Dealing with capitalised costs
Instead of purchasing non-current assets from third party suppliers, a firm may choose to itself construct or erect an asset for use in its own business. In these cases, costs and expenses which would otherwise be revenue in nature should be capitalised. Capitalised costs will not appear in a firm’s statement of profit or loss and hence materials and labour costs will be understated in this account, notwithstanding disclosure by way of a note.
During the period, a new warehouse was constructed by the firm’s workforce for the firm’s own use at a cost of £4m. The materials cost of the construction was £1m and the labour cost assigned to the construction came to £3m. These costs were capitalised and hence do not appear in the above statement of profit or loss. A value added statement brings these costs in to view because the construction is part of the value created by the firm during the period.
Workings and notes
Bought in materials, goods, and services
Purchases of all materials, goods, and services whether or not capital or revenue but excluding depreciation.
To pay employees
All wages and employment on-costs including labour costs assigned to the construction of the new warehouse.

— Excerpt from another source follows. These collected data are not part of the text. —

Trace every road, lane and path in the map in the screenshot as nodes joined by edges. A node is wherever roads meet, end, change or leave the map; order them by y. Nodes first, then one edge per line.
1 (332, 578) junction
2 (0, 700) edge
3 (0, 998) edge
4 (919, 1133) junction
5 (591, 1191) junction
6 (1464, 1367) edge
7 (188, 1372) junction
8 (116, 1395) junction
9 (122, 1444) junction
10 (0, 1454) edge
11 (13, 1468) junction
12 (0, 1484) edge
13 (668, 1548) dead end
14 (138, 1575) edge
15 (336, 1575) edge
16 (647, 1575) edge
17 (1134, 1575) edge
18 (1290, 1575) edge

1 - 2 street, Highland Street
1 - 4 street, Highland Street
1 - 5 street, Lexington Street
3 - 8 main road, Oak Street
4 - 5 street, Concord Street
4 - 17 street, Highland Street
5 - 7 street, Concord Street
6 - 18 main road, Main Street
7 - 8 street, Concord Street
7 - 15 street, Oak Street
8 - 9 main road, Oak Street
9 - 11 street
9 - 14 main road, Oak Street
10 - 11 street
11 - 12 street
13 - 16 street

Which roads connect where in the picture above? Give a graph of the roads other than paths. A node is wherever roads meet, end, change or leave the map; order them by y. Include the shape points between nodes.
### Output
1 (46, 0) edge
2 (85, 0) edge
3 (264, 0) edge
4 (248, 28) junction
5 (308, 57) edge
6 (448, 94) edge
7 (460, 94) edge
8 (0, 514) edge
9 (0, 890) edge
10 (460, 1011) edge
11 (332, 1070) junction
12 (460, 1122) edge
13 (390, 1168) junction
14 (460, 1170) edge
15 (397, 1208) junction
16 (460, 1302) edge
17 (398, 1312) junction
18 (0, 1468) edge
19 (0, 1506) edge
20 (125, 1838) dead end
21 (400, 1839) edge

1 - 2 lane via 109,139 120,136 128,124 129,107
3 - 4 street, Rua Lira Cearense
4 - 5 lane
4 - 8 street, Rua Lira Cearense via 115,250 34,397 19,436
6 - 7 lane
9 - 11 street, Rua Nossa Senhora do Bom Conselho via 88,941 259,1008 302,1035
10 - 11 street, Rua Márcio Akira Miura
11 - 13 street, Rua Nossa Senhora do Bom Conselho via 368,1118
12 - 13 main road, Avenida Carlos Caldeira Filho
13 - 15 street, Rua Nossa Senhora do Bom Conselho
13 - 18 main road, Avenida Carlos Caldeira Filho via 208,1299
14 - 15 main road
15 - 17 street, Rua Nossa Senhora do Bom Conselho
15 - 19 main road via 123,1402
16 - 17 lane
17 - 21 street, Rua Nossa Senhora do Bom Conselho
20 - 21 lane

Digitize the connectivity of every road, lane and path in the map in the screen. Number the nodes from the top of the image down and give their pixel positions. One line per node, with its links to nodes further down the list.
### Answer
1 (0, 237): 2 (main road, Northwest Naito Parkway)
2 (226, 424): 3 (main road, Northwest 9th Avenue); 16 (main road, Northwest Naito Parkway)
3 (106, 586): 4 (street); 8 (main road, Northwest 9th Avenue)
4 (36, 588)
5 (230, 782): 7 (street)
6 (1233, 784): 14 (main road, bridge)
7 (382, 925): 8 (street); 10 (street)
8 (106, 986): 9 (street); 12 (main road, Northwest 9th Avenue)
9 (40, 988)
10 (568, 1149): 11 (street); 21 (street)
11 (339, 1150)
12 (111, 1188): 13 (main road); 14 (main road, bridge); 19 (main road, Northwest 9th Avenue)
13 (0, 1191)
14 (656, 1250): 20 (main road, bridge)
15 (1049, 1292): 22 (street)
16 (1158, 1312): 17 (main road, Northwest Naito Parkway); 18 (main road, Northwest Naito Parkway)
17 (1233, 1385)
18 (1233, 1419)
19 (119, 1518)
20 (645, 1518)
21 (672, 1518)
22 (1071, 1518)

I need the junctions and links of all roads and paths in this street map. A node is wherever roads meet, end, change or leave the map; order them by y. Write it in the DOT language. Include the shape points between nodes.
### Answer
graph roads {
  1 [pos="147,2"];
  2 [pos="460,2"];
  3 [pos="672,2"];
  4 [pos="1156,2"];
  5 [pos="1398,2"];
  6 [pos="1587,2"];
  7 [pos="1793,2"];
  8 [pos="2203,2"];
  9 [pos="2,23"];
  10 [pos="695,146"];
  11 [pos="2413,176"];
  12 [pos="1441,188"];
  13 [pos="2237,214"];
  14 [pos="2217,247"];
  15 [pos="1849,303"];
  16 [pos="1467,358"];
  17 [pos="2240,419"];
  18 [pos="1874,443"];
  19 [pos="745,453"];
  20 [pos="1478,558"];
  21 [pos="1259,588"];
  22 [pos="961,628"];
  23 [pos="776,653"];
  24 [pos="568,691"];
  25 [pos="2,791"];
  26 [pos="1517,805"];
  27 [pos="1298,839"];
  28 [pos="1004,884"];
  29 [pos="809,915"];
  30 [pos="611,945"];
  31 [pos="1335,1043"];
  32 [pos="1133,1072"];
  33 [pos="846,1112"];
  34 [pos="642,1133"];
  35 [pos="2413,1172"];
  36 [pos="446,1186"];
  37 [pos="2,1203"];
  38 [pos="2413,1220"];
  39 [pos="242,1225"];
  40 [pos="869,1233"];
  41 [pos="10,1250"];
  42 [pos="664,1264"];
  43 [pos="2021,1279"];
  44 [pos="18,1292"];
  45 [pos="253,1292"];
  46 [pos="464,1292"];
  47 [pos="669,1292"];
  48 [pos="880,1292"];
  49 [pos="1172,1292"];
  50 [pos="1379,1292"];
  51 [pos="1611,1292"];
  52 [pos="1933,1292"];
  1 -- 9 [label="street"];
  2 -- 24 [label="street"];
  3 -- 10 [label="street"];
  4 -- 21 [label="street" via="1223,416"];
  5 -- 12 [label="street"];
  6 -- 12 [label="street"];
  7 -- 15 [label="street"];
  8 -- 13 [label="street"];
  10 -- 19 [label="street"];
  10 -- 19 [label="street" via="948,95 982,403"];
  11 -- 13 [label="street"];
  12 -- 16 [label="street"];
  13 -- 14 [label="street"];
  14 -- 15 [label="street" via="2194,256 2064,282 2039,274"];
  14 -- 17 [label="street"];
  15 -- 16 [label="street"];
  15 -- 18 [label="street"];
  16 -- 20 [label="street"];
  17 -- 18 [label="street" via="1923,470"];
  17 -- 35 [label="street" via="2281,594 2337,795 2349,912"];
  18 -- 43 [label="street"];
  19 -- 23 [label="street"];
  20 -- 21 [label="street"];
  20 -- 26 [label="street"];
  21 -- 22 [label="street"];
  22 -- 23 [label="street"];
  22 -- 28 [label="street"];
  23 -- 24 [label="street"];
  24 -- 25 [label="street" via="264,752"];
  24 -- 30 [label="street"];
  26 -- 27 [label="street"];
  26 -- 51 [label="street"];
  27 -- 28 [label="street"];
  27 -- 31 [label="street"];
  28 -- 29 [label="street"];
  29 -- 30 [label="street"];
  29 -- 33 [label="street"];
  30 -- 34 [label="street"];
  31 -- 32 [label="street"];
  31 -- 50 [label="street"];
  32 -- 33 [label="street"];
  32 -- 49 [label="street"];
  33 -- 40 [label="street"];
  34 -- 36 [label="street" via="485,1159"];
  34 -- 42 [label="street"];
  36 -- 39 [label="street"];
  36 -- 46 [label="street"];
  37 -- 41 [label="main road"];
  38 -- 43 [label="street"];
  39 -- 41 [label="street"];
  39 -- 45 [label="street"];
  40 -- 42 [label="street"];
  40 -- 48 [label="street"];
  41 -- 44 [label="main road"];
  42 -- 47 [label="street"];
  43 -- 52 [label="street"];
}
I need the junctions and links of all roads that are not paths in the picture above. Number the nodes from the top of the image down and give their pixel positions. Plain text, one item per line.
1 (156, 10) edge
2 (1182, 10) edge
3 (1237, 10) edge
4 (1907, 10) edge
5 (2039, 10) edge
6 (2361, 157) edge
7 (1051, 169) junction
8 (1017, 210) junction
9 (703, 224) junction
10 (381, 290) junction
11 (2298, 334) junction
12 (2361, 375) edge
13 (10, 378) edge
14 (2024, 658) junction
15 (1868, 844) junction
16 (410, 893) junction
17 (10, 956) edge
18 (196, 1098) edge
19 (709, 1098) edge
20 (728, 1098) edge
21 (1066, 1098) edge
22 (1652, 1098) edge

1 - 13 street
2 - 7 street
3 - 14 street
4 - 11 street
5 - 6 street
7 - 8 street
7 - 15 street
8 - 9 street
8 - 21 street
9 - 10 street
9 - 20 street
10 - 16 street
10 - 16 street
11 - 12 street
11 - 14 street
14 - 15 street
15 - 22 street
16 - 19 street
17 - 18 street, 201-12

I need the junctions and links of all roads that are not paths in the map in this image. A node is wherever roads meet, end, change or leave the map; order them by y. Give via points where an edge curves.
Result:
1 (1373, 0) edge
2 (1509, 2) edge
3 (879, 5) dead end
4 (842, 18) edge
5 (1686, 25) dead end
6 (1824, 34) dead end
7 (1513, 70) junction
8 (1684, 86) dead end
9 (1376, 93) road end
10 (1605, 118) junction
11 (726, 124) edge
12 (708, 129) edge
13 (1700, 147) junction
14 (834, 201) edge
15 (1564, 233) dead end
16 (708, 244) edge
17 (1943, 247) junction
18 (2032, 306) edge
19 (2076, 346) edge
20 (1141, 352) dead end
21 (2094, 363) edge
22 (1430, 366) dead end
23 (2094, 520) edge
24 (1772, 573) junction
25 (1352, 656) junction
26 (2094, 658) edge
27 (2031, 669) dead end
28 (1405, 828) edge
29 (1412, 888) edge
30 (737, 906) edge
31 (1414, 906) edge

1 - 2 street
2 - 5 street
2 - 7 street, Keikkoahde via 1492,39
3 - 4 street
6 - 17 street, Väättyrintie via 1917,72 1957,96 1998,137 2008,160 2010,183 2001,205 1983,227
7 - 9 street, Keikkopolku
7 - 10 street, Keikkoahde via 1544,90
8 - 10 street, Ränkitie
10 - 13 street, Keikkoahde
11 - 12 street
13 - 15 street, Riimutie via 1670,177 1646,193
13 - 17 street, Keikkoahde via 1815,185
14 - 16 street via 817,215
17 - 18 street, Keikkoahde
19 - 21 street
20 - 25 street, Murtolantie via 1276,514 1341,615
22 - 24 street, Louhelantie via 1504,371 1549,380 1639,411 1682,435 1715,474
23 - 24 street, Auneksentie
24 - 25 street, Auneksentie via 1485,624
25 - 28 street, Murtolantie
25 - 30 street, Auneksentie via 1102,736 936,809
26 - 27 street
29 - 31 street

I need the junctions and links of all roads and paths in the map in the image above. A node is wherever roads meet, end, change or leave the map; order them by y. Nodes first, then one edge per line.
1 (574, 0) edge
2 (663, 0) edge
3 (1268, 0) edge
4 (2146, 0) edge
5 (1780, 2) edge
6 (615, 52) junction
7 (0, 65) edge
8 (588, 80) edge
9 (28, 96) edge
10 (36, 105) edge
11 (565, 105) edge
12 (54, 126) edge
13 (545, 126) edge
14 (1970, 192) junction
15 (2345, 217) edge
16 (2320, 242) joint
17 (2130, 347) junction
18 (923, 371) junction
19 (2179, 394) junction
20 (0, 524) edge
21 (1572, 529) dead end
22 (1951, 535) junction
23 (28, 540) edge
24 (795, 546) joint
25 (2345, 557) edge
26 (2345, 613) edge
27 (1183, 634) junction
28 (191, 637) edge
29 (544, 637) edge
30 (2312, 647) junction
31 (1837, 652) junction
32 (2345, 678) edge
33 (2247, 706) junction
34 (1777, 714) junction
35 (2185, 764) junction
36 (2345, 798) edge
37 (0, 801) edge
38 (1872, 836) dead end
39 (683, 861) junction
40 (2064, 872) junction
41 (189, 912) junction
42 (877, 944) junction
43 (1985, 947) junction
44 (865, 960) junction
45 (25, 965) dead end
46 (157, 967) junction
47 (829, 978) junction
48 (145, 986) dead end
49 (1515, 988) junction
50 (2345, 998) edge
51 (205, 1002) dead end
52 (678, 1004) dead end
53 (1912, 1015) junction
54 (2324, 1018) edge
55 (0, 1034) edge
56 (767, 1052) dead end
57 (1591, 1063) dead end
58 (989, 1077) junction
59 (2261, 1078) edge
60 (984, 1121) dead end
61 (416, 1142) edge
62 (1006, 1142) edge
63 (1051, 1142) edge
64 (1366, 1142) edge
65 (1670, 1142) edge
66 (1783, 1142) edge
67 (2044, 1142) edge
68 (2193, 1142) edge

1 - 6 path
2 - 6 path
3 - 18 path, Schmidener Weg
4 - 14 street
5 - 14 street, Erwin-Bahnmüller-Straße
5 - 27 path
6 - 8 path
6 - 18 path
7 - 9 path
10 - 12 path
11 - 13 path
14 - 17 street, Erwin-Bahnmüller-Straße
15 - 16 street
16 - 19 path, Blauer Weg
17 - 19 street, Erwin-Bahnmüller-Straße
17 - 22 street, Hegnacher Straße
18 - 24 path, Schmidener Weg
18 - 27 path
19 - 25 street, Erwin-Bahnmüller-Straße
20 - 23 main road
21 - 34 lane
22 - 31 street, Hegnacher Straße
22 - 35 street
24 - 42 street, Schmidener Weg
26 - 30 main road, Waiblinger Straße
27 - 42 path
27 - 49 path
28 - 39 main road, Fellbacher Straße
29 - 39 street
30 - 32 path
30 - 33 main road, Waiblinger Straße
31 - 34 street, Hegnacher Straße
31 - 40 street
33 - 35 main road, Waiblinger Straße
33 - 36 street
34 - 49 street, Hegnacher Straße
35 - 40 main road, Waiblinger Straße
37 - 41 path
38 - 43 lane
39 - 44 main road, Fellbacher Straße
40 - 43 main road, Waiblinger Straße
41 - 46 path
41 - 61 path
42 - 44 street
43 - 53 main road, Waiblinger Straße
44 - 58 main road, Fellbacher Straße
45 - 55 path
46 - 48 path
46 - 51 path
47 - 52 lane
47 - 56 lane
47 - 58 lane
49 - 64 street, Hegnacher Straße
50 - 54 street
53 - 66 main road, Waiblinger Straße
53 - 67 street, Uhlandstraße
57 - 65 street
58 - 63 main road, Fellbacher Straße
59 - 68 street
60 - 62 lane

The capitalised cost of materials (£1m) and labour (£3m)
Closing inventory minus opening inventory. This represents additional investment in inventory if positive or disinvestment in inventory if negative.
The total of the depreciation charges shown in the profit or loss statement. This is a measure of capital consumption during the period. In the national accounts, the government may substitute its own figure for a firm’s measure of capital consumption.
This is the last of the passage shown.